Saga Orchestrator: Low Level Design
The Saga pattern manages distributed transactions across microservices. An orchestrator-based saga drives each step sequentially and triggers compensating transactions on failure, avoiding two-phase commit while maintaining data consistency.
Architecture Overview
The SagaOrchestrator is a central coordinator: it executes steps one at a time, persists state to survive restarts, and compensates in reverse order on failure.
Core Data Model
SagaInstance Table
CREATE TABLE saga_instances (
id UUID PRIMARY KEY DEFAULT gen_random_uuid(),
saga_type VARCHAR(100) NOT NULL,
state JSONB NOT NULL DEFAULT '{}',
current_step INT NOT NULL DEFAULT 0,
status VARCHAR(20) NOT NULL DEFAULT 'running',
-- running | completed | compensating | failed
created_at TIMESTAMPTZ NOT NULL DEFAULT now(),
updated_at TIMESTAMPTZ NOT NULL DEFAULT now()
);
CREATE INDEX idx_saga_status ON saga_instances(status);
CREATE INDEX idx_saga_type ON saga_instances(saga_type);
SagaEvent Log
CREATE TABLE saga_events (
id UUID PRIMARY KEY DEFAULT gen_random_uuid(),
saga_id UUID NOT NULL REFERENCES saga_instances(id),
step INT NOT NULL,
event_type VARCHAR(100) NOT NULL,
-- StepStarted | StepCompleted | StepFailed
-- CompensationStarted | CompensationCompleted
payload JSONB NOT NULL DEFAULT '{}',
occurred_at TIMESTAMPTZ NOT NULL DEFAULT now()
);
CREATE INDEX idx_saga_events_saga_id ON saga_events(saga_id);
Saga Definition
Sagas are defined as JSON config — each step specifies the service, forward endpoint, and compensating endpoint.
{
"saga_type": "CreateOrderSaga",
"steps": [
{
"name": "ReserveInventory",
"service_url": "http://inventory-svc",
"forward_endpoint": "POST /reservations",
"compensating_endpoint": "DELETE /reservations/{reservation_id}"
},
{
"name": "ChargePayment",
"service_url": "http://payment-svc",
"forward_endpoint": "POST /charges",
"compensating_endpoint": "POST /refunds"
},
{
"name": "ConfirmOrder",
"service_url": "http://order-svc",
"forward_endpoint": "POST /orders/{order_id}/confirm",
"compensating_endpoint": "POST /orders/{order_id}/cancel"
}
]
}
Orchestrator Implementation
class SagaOrchestrator:
def start(self, saga_type: str, initial_state: dict) -> UUID:
definition = self.load_definition(saga_type)

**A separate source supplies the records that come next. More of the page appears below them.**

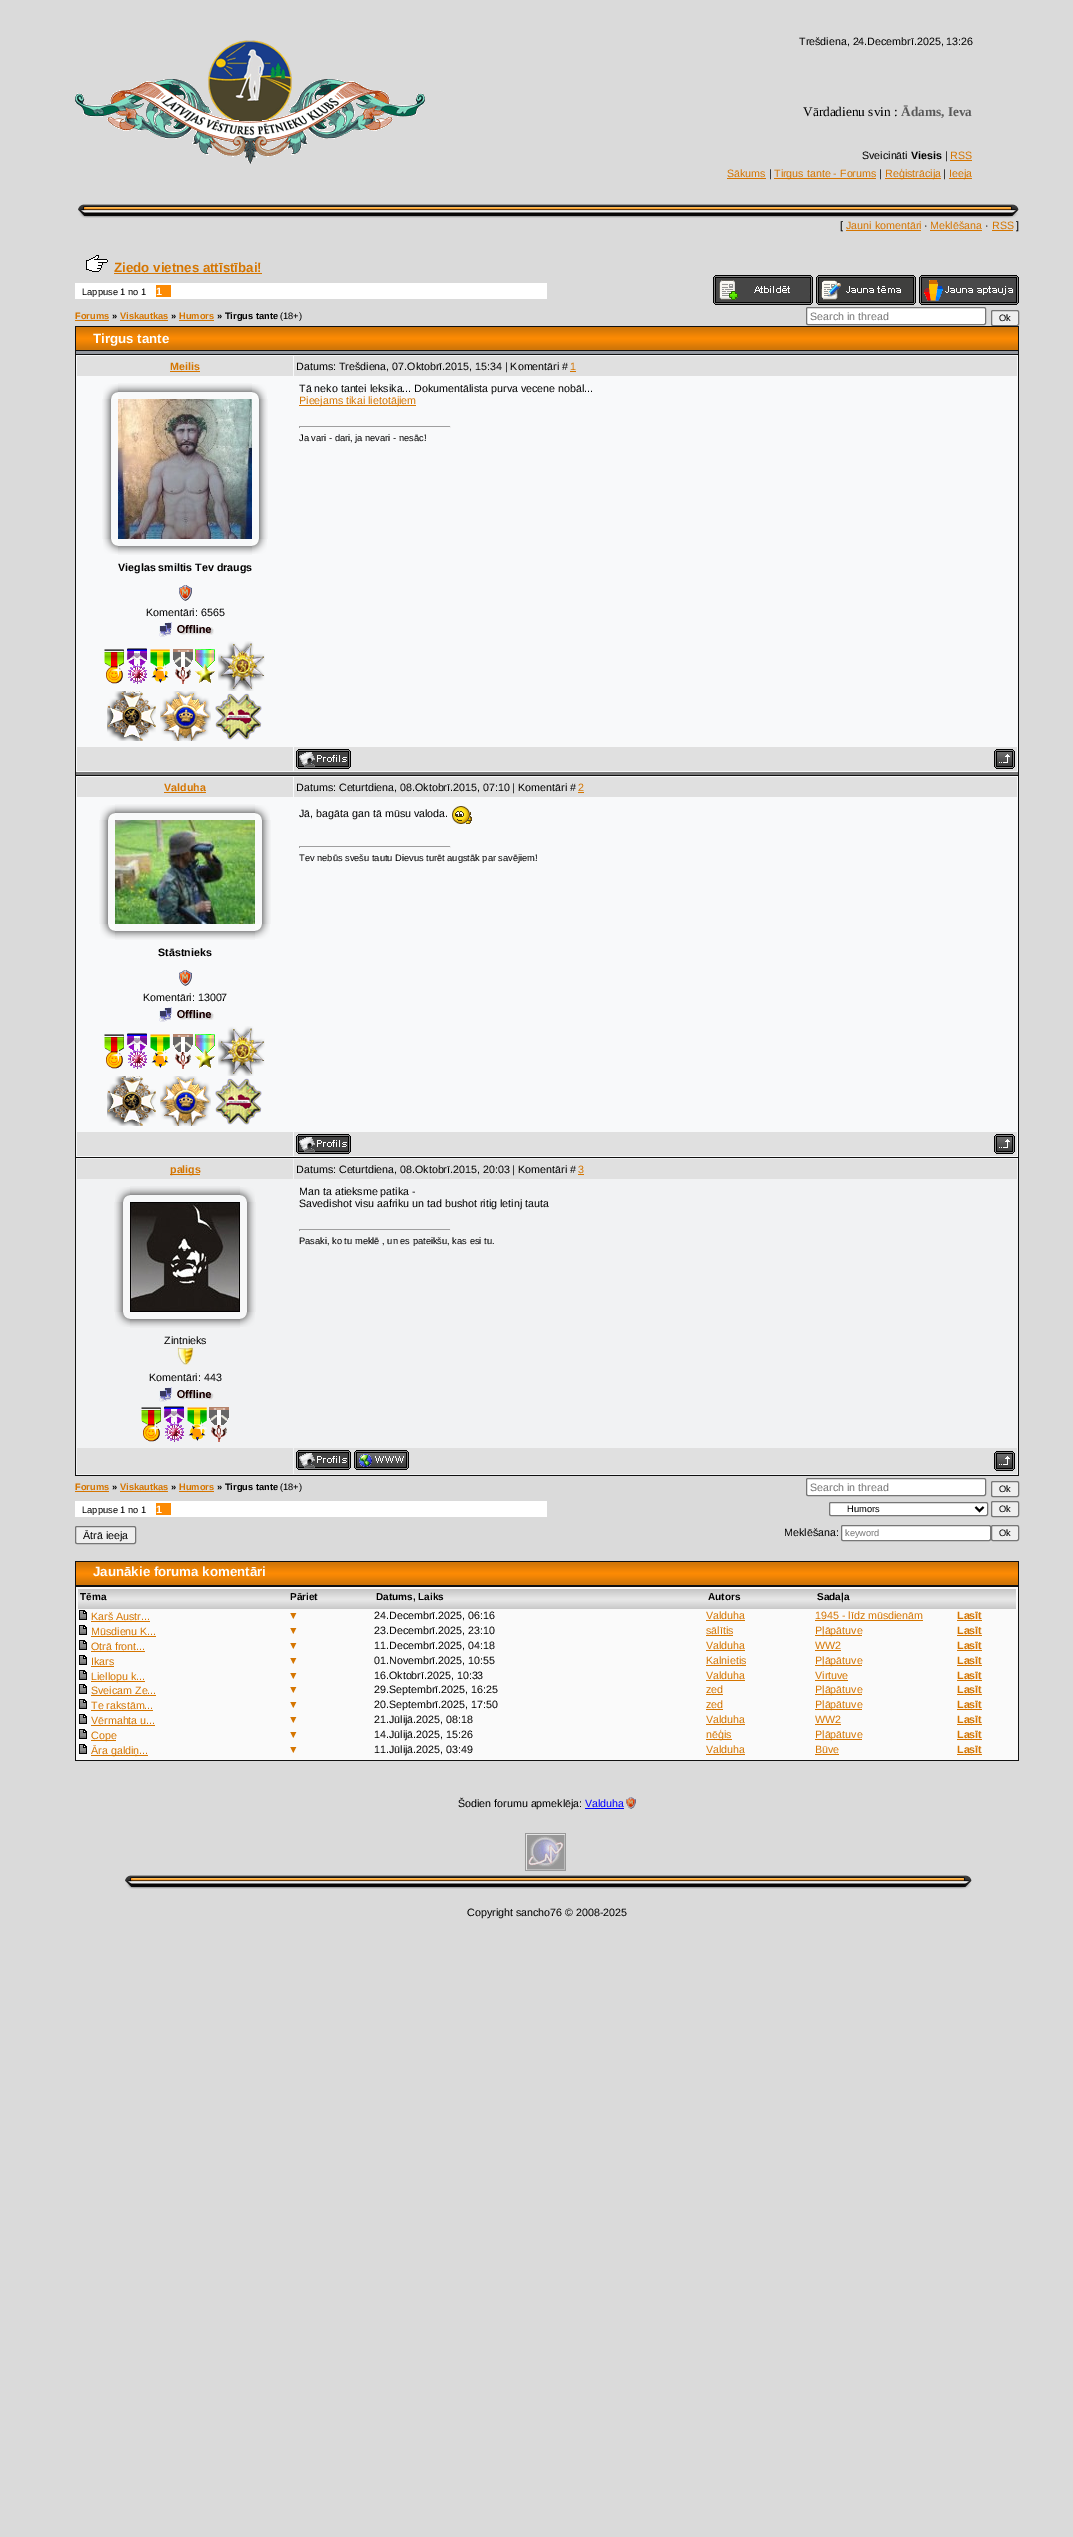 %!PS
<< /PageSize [1073 2537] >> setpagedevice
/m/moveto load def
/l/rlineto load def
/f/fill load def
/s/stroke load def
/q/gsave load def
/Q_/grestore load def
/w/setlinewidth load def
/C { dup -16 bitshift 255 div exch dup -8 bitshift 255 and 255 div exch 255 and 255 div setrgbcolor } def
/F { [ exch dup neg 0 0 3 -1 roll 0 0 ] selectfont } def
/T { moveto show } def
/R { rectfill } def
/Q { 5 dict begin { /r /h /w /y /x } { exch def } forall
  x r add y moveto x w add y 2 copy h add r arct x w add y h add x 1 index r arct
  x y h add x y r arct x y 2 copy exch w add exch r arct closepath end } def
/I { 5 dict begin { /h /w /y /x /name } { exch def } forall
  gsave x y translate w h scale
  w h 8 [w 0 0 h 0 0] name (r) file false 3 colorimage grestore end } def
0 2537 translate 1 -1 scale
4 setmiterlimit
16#DADADA C
0 0 1073 2537 R
(1.rgb) 75 40 350 124 I
/LiberationSans-Regular 10.7 F
16#000000 C
(Trešdiena, 24.Decembrī.2025, 13:26) 799 45 T
/LiberationSerif-Regular 13.3 F
(Vārdadienu svin :) 803 116 T
/LiberationSerif-Bold 13.3 F
16#585858 C
(Ādams, Ieva) 901 116 T
/LiberationSans-Regular 10.7 F
16#000000 C
(Sveicināti) 862 159 T
/LiberationSans-Bold 10.7 F
(Viesis) 911 159 T
/LiberationSans-Regular 10.7 F
(|) 945 159 T
16#D57500 C
(RSS) 950 159 T
950 160 22 1 R
(Sākums) 727 177 T
727 178 39 1 R
16#000000 C
(|) 769 177 T
16#D57500 C
774 178 102 1 R
(Tirgus tante - Forums) 774 177 T
16#000000 C
(|) 879 177 T
16#D57500 C
885 178 56 1 R
(Reģistrācija) 885 177 T
16#000000 C
(|) 943 177 T
16#D57500 C
949 178 23 1 R
(Ieeja) 949 177 T
(2.rgb) 78 204 9 14 I
(3.rgb) 87 204 921 14 I
(4.rgb) 1008 204 11 14 I
16#000000 C
([) 840 229 T
16#D57500 C
(Jauni komentāri) 846 229 T
846 230 75 1 R
16#000000 C
(·) 924 229 T
16#D57500 C
(Meklēšana) 930 229 T
930 230 52 1 R
16#000000 C
(·) 985 229 T
16#D57500 C
(RSS) 992 229 T
992 230 21 1 R
16#000000 C
(]) 1016 229 T
(5.rgb) 86 255 22 17 I
/LiberationSans-Bold 13.3 F
16#D57500 C
(Ziedo vietnes attīstībai!) 114 272 T
114 273 148 1 R
16#FFFFFF C
75 283 472 16 R
/LiberationSans-Regular 9.3 F
16#000000 C
(Lappuse 1 no 1) 82 295 T
16#FC8A03 C
156 285 15 12 R
/LiberationSans-Bold 10.7 F
16#FFFFFF C
(1) 156 295 T
(6.rgb) 713 275 100 30 I
(7.rgb) 816 275 100 30 I
(8.rgb) 919 275 100 30 I
/LiberationSans-Bold 9.3 F
16#D57500 C
(Forums) 75 319 T
75 320 34 1 R
16#000000 C
(») 112 319 T
16#D57500 C
(Viskautkas) 120 319 T
120 320 48 1 R
16#000000 C
(») 171 319 T
16#D57500 C
(Humors) 179 319 T
179 320 35 1 R
16#000000 C
(» Tirgus tante) 217 319 T
/LiberationSans-Regular 9.3 F
(\(18+\)) 280 319 T
16#FFFFFF C
806.5 307.5 179 17 1.5 Q q f Q_
16#767676 C
s
/LiberationSans-Regular 10.7 F
16#757575 C
(Search in thread) 810 320 T
16#EFEFEF C
991.5 310.5 27 15 1.5 Q q f Q_
16#767676 C
s
/LiberationSans-Regular 9.3 F
16#000000 C
(Ok) 999 321 T
16#101010 C
75 326 944 1150 R
(9.rgb) 76 327 942 23 I
/LiberationSans-Bold 13.3 F
16#FFFFFF C
(Tirgus tante) 93 343 T
16#9498A0 C
76 351 942 3 R
16#F8F9FA C
76 355 942 417 R
16#787878 C
76 772 942 3 R
16#E0E0E0 C
77 356 216 20 R
/LiberationSans-Bold 10.7 F
16#D57500 C
(Meilis) 170 370 T
170 371 30 1 R
16#E0E0E0 C
294 356 723 20 R
/LiberationSans-Regular 10.7 F
16#000000 C
(Datums: Trešdiena, 07.Oktobrī.2015, 15:34 | Komentāri #) 296 370 T
16#D57500 C
(1) 570 370 T
570 371 6 1 R
16#000000 C
(Tā neko tantei leksika... Dokumentālista purva vecene nobāl...) 299 392 T
16#D57500 C
299 405 117 1 R
(Pieejams tikai lietotājiem) 299 404 T
16#9F9F9F C
299 426 152 1 R
16#EEEEEE C
450 426 1 2 R
16#9F9F9F C
299 426 1 2 R
/LiberationSans-Regular 9.3 F
16#000000 C
(Ja vari - dari, ja nevari - nesāc!) 299 441 T
(10.rgb) 103 384 15 15 I
(11.rgb) 118 383 134 9 I
(12.rgb) 252 384 15 15 I
(13.rgb) 102 399 9 140 I
(14.rgb) 118 399 134 140 I
(15.rgb) 259 399 9 140 I
(16.rgb) 103 539 15 15 I
(17.rgb) 118 546 134 9 I
(18.rgb) 252 539 15 15 I
/LiberationSans-Bold 10.7 F
(Vieglas smiltis Tev draugs) 118 571 T
(19.rgb) 179 585 13 16 I
/LiberationSans-Regular 10.7 F
(Komentāri: 6565) 146 616 T
(20.rgb) 159 622 55 15 I
(21.rgb) 104 649 20 35 I
(22.rgb) 127 648 20 36 I
(23.rgb) 150 649 20 34 I
(24.rgb) 173 649 20 35 I
(25.rgb) 195 649 20 34 I
(26.rgb) 218 641 47 50 I
(27.rgb) 107 691 49 50 I
(28.rgb) 160 691 51 50 I
(29.rgb) 215 693 47 47 I
16#E0E0E0 C
77 747 216 24 R
294 747 723 24 R
(30.rgb) 296 749 55 20 I
(31.rgb) 994 749 21 20 I
16#F8F9FA C
76 776 942 381 R
16#E0E0E0 C
77 777 216 20 R
/LiberationSans-Bold 10.7 F
16#D57500 C
(Valduha) 164 791 T
164 792 42 1 R
16#E0E0E0 C
294 777 723 20 R
/LiberationSans-Regular 10.7 F
16#000000 C
(Datums: Ceturtdiena, 08.Oktobrī.2015, 07:10 | Komentāri #) 296 791 T
16#D57500 C
(2) 578 791 T
578 792 6 1 R
16#000000 C
(Jā, bagāta gan tā mūsu valoda.) 299 817 T
(32.rgb) 452 806 20 18 I
16#9F9F9F C
299 846 152 1 R
16#EEEEEE C
450 846 1 2 R
16#9F9F9F C
299 846 1 2 R
/LiberationSans-Regular 9.3 F
16#000000 C
(Tev nebūs svešu tautu Dievus turēt augstāk par savējiem!) 299 861 T
(10.rgb) 100 805 15 15 I
(33.rgb) 115 804 140 9 I
(12.rgb) 255 805 15 15 I
(34.rgb) 99 820 9 104 I
(35.rgb) 115 820 140 104 I
(36.rgb) 262 820 9 104 I
(16.rgb) 100 924 15 15 I
(37.rgb) 115 931 140 9 I
(18.rgb) 255 924 15 15 I
/LiberationSans-Bold 10.7 F
(Stāstnieks) 158 956 T
(19.rgb) 179 970 13 16 I
/LiberationSans-Regular 10.7 F
(Komentāri: 13007) 143 1001 T
(20.rgb) 159 1007 55 15 I
(21.rgb) 104 1034 20 35 I
(22.rgb) 127 1033 20 36 I
(23.rgb) 150 1034 20 34 I
(24.rgb) 173 1034 20 35 I
(25.rgb) 195 1034 20 34 I
(26.rgb) 218 1026 47 50 I
(27.rgb) 107 1076 49 50 I
(28.rgb) 160 1076 51 50 I
(29.rgb) 215 1078 47 47 I
16#E0E0E0 C
77 1132 216 24 R
294 1132 723 24 R
(30.rgb) 296 1134 55 20 I
(31.rgb) 994 1134 21 20 I
16#F1F2F3 C
76 1158 942 317 R
16#E0E0E0 C
77 1159 216 20 R
16#D57500 C
170 1174 30 1 R
/LiberationSans-Bold 10.7 F
(paligs) 170 1173 T
16#E0E0E0 C
294 1159 723 20 R
/LiberationSans-Regular 10.7 F
16#000000 C
(Datums: Ceturtdiena, 08.Oktobrī.2015, 20:03 | Komentāri #) 296 1173 T
16#D57500 C
(3) 578 1173 T
578 1174 6 1 R
16#000000 C
(Man ta atieksme patika -) 299 1195 T
(Savedishot visu aafriku un tad bushot ritig letinj tauta) 299 1207 T
16#9F9F9F C
299 1229 152 1 R
16#EEEEEE C
450 1229 1 2 R
16#9F9F9F C
299 1229 1 2 R
/LiberationSans-Regular 9.3 F
16#000000 C
(Pasaki, ko tu meklē , un es pateikšu, kas esi tu.) 299 1244 T
(38.rgb) 115 1187 15 15 I
(39.rgb) 130 1186 110 16 I
(40.rgb) 240 1187 15 15 I
(41.rgb) 114 1202 16 110 I
(42.rgb) 130 1202 110 110 I
(43.rgb) 240 1202 16 110 I
(44.rgb) 115 1312 15 15 I
(45.rgb) 130 1312 110 16 I
(46.rgb) 240 1312 15 15 I
/LiberationSans-Regular 10.7 F
(Zintnieks) 164 1344 T
(47.rgb) 177 1347 17 18 I
(Komentāri: 443) 149 1381 T
(48.rgb) 159 1387 55 15 I
(49.rgb) 141 1407 20 35 I
(50.rgb) 164 1406 20 36 I
(51.rgb) 187 1407 20 34 I
(52.rgb) 209 1407 20 35 I
16#E0E0E0 C
77 1448 216 26 R
294 1448 723 26 R
(30.rgb) 296 1450 55 20 I
(53.rgb) 354 1450 55 20 I
(31.rgb) 994 1451 21 20 I
/LiberationSans-Bold 9.3 F
16#D57500 C
(Forums) 75 1490 T
75 1491 34 1 R
16#000000 C
(») 112 1490 T
16#D57500 C
(Viskautkas) 120 1490 T
120 1491 48 1 R
16#000000 C
(») 171 1490 T
16#D57500 C
(Humors) 179 1490 T
179 1491 35 1 R
16#000000 C
(» Tirgus tante) 217 1490 T
/LiberationSans-Regular 9.3 F
(\(18+\)) 280 1490 T
16#FFFFFF C
806.5 1478.5 179 17 1.5 Q q f Q_
16#767676 C
s
/LiberationSans-Regular 10.7 F
16#757575 C
(Search in thread) 810 1491 T
16#EFEFEF C
991.5 1481.5 27 15 1.5 Q q f Q_
16#767676 C
s
/LiberationSans-Regular 9.3 F
16#000000 C
(Ok) 999 1492 T
16#FFFFFF C
75 1501 472 16 R
16#000000 C
(Lappuse 1 no 1) 82 1513 T
16#FC8A03 C
156 1503 15 12 R
/LiberationSans-Bold 10.7 F
16#FFFFFF C
(1) 156 1513 T
829.5 1502.5 158 13 1.5 Q q f Q_
16#767676 C
s
16#000000 C
2 w
975.5 1507 m 4 4 l 4 -4 l s
/LiberationSans-Regular 9.3 F
(Humors) 847 1512 T
16#EFEFEF C
991.5 1501.5 27 15 1.5 Q q f Q_
16#767676 C
1 w
s
16#000000 C
(Ok) 999 1512 T
16#EFEFEF C
75.5 1526.5 60 17 1.5 Q q f Q_
16#767676 C
s
/LiberationSans-Regular 10.7 F
16#000000 C
(Ātrā ieeja) 83 1539 T
(Meklēšana:) 784 1536 T
16#FFFFFF C
841.5 1525.5 149 15 1.5 Q q f Q_
16#767676 C
s
/LiberationSans-Regular 9.3 F
16#757575 C
(keyword) 845 1536 T
16#EFEFEF C
991.5 1525.5 27 15 1.5 Q q f Q_
16#767676 C
s
16#000000 C
(Ok) 999 1536 T
16#101010 C
75 1561 944 200 R
(9.rgb) 76 1562 942 23 I
/LiberationSans-Bold 13.3 F
16#FFFFFF C
(Jaunākie foruma komentāri) 93 1576 T
16#FAFAFA C
76 1587 942 173 R
(54.rgb) 78 1589 210 20 I
/LiberationSans-Bold 10 F
16#000000 C
(Tēma) 80 1600 T
(55.rgb) 288 1589 86 20 I
(Pāriet) 290 1600 T
(56.rgb) 374 1589 332 20 I
(Datums, Laiks) 376 1600 T
(57.rgb) 706 1589 109 20 I
(Аutors) 708 1600 T
(58.rgb) 815 1589 108 20 I
(Sadaļa) 817 1600 T
(59.rgb) 923 1589 93 20 I
(60.rgb) 79 1610 8 10 I
/LiberationSans-Regular 10.7 F
16#D57500 C
(Karš Austr...) 91 1620 T
91 1621 59 1 R
(▼) 288 1619 T
16#000000 C
(24.Decembrī.2025, 06:16) 374 1619 T
16#D57500 C
(Valduha) 706 1619 T
706 1620 39 1 R
(1945 - līdz mūsdienām) 815 1619 T
815 1620 108 1 R
/LiberationSans-Bold 10.7 F
(Lasīt) 957 1619 T
957 1620 25 1 R
(60.rgb) 79 1625 8 10 I
/LiberationSans-Regular 10.7 F
(Mūsdienu K...) 91 1635 T
91 1636 65 1 R
(▼) 288 1634 T
16#000000 C
(23.Decembrī.2025, 23:10) 374 1634 T
16#D57500 C
(sālītis) 706 1634 T
706 1635 27 1 R
815 1635 47 1 R
(Pļāpātuve) 815 1634 T
/LiberationSans-Bold 10.7 F
(Lasīt) 957 1634 T
957 1635 25 1 R
(60.rgb) 79 1640 8 10 I
/LiberationSans-Regular 10.7 F
(Otrā front...) 91 1650 T
91 1651 54 1 R
(▼) 288 1649 T
16#000000 C
(11.Decembrī.2025, 04:18) 374 1649 T
16#D57500 C
(Valduha) 706 1649 T
706 1650 39 1 R
(WW2) 815 1649 T
815 1650 26 1 R
/LiberationSans-Bold 10.7 F
(Lasīt) 957 1649 T
957 1650 25 1 R
(60.rgb) 79 1655 8 10 I
/LiberationSans-Regular 10.7 F
(Ikars) 91 1665 T
91 1666 23 1 R
(▼) 288 1664 T
16#000000 C
(01.Novembrī.2025, 10:55) 374 1664 T
16#D57500 C
(Kalnietis) 706 1664 T
706 1665 40 1 R
815 1665 47 1 R
(Pļāpātuve) 815 1664 T
/LiberationSans-Bold 10.7 F
(Lasīt) 957 1664 T
957 1665 25 1 R
(60.rgb) 79 1670 8 10 I
91 1681 54 1 R
/LiberationSans-Regular 10.7 F
(Liellopu k...) 91 1680 T
(▼) 288 1679 T
16#000000 C
(16.Oktobrī.2025, 10:33) 374 1679 T
16#D57500 C
(Valduha) 706 1679 T
706 1680 39 1 R
(Virtuve) 815 1679 T
815 1680 33 1 R
/LiberationSans-Bold 10.7 F
(Lasīt) 957 1679 T
957 1680 25 1 R
(60.rgb) 79 1684 8 10 I
/LiberationSans-Regular 10.7 F
(Sveicam Ze...) 91 1694 T
91 1695 65 1 R
(▼) 288 1693 T
16#000000 C
(29.Septembrī.2025, 16:25) 374 1693 T
16#D57500 C
(zed) 706 1693 T
706 1694 17 1 R
815 1694 47 1 R
(Pļāpātuve) 815 1693 T
/LiberationSans-Bold 10.7 F
(Lasīt) 957 1693 T
957 1694 25 1 R
(60.rgb) 79 1699 8 10 I
/LiberationSans-Regular 10.7 F
(Te rakstām...) 91 1709 T
91 1710 62 1 R
(▼) 288 1708 T
16#000000 C
(20.Septembrī.2025, 17:50) 374 1708 T
16#D57500 C
(zed) 706 1708 T
706 1709 17 1 R
815 1709 47 1 R
(Pļāpātuve) 815 1708 T
/LiberationSans-Bold 10.7 F
(Lasīt) 957 1708 T
957 1709 25 1 R
(60.rgb) 79 1714 8 10 I
/LiberationSans-Regular 10.7 F
(Vērmahta u...) 91 1724 T
91 1725 64 1 R
(▼) 288 1723 T
16#000000 C
(21.Jūlijā.2025, 08:18) 374 1723 T
16#D57500 C
(Valduha) 706 1723 T
706 1724 39 1 R
(WW2) 815 1723 T
815 1724 26 1 R
/LiberationSans-Bold 10.7 F
(Lasīt) 957 1723 T
957 1724 25 1 R
(60.rgb) 79 1729 8 10 I
91 1740 25 1 R
/LiberationSans-Regular 10.7 F
(Cope) 91 1739 T
(▼) 288 1738 T
16#000000 C
(14.Jūlijā.2025, 15:26) 374 1738 T
16#D57500 C
706 1739 26 1 R
(nēģis) 706 1738 T
815 1739 47 1 R
(Pļāpātuve) 815 1738 T
/LiberationSans-Bold 10.7 F
(Lasīt) 957 1738 T
957 1739 25 1 R
(60.rgb) 79 1744 8 10 I
91 1755 57 1 R
/LiberationSans-Regular 10.7 F
(Āra galdiņ...) 91 1754 T
(▼) 288 1753 T
16#000000 C
(11.Jūlijā.2025, 03:49) 374 1753 T
16#D57500 C
(Valduha) 706 1753 T
706 1754 39 1 R
(Būve) 815 1753 T
815 1754 24 1 R
/LiberationSans-Bold 10.7 F
(Lasīt) 957 1753 T
957 1754 25 1 R
/LiberationSans-Regular 10.7 F
16#000000 C
(Šodien forumu apmeklēja:) 458 1807 T
16#0000FF C
(Valduha) 585 1807 T
585 1808 39 1 R
(61.rgb) 626 1797 10 12 I
(62.rgb) 525 1833 41 38 I
(2.rgb) 125 1875 9 14 I
(63.rgb) 134 1875 827 14 I
(4.rgb) 961 1875 11 14 I
16#000000 C
(Copyright sancho76 © 2008-2025) 467 1916 T
showpage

saga = self.saga_repo.create(
saga_type=saga_type,
state=initial_state,
status='running',
current_step=0
)
self.execute_step(saga, definition)
return saga.id
def execute_step(self, saga: SagaInstance, definition: dict):
step_def = definition['steps'][saga.current_step]
self.log_event(saga.id, saga.current_step, 'StepStarted', {})
try:
result = self.call_service(
step_def=step_def,
payload=saga.state,
# Idempotency: include saga_id + step_index
headers={
'X-Saga-Id': str(saga.id),
'X-Saga-Step': str(saga.current_step)
}
)
# Merge step result into saga state
saga.state.update(result)
self.log_event(saga.id, saga.current_step, 'StepCompleted', result)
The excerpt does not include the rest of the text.